**Problem requirements:** Beneath this instruction is a listing; print exactly the lines in it starting at the line that contains "ring pip: (215, 127)" and going through the line that contains "pinky tip: (227, 206)".

**Data provided:**
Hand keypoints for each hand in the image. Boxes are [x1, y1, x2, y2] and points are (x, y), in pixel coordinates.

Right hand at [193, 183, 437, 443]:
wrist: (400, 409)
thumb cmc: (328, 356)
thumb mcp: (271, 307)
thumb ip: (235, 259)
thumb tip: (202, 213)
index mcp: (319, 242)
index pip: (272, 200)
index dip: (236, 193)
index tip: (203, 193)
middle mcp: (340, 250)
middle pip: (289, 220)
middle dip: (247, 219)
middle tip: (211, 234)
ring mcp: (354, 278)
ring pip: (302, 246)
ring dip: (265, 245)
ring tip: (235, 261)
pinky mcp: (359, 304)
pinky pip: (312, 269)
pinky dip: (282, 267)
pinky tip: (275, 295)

--

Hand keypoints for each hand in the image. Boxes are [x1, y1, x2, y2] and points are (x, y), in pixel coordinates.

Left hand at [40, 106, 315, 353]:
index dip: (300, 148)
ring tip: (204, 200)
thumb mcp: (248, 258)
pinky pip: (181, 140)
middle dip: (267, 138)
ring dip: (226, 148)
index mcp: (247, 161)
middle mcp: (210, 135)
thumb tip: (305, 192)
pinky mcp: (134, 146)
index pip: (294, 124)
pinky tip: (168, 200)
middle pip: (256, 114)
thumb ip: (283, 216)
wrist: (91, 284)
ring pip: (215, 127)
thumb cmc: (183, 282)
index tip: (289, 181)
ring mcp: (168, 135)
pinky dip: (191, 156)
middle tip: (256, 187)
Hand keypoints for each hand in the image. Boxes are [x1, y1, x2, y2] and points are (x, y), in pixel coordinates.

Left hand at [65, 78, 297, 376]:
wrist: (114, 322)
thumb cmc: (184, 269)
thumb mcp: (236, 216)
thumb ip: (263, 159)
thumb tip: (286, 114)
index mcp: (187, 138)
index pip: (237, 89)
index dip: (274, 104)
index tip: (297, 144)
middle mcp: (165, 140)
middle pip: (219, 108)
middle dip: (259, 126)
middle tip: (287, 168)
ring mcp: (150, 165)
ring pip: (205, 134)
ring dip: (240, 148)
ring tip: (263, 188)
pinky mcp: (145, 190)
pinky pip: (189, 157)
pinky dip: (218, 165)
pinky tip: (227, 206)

...

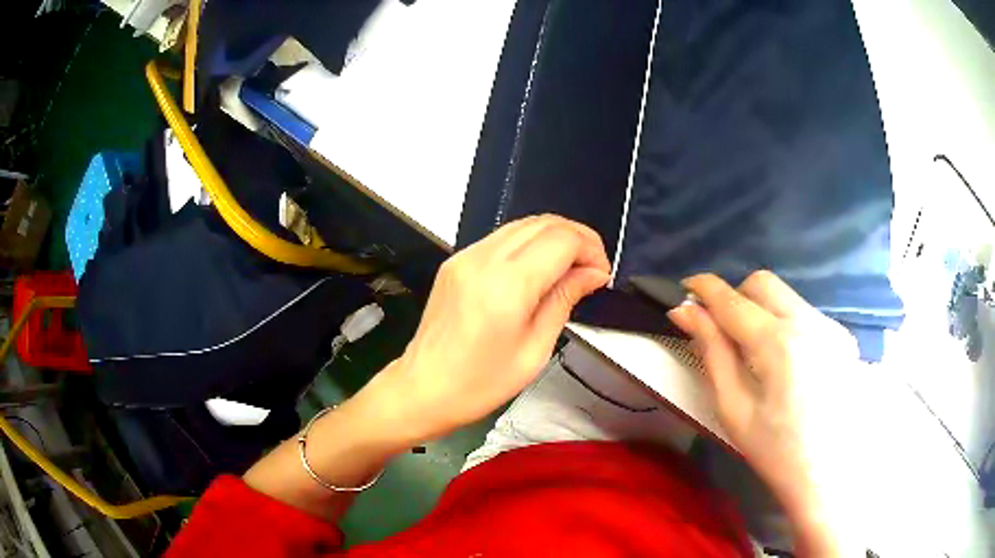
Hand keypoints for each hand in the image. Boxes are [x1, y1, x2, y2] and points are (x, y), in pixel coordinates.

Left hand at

**Answer box:**
ring pip: (215, 127)
thumb cmc: (183, 282)
index tip: (289, 181)
ring mcp: (168, 135)
pinky dip: (191, 156)
middle tip: (256, 187)
Hand keypoints for each hand in the image. Boxes are [x1, y1, x2, y2] and points are (x, y), in pixel coordinates.

Left hand at [65, 78, 297, 376]:
wrist: (114, 322)
thumb cmc: (184, 269)
thumb mcp: (236, 216)
thumb ip: (263, 159)
thumb tip: (286, 114)
index mcp: (187, 138)
index pip: (237, 89)
index dip: (274, 104)
index tip: (297, 144)
middle mcp: (165, 140)
middle pip: (219, 108)
middle dip: (259, 126)
middle tip: (287, 168)
ring mcp: (150, 165)
ring pip: (205, 134)
ring dip: (240, 148)
ring tip: (263, 188)
pinky mcp: (145, 190)
pinky pip: (189, 157)
pinky dip: (218, 165)
pinky tip: (227, 206)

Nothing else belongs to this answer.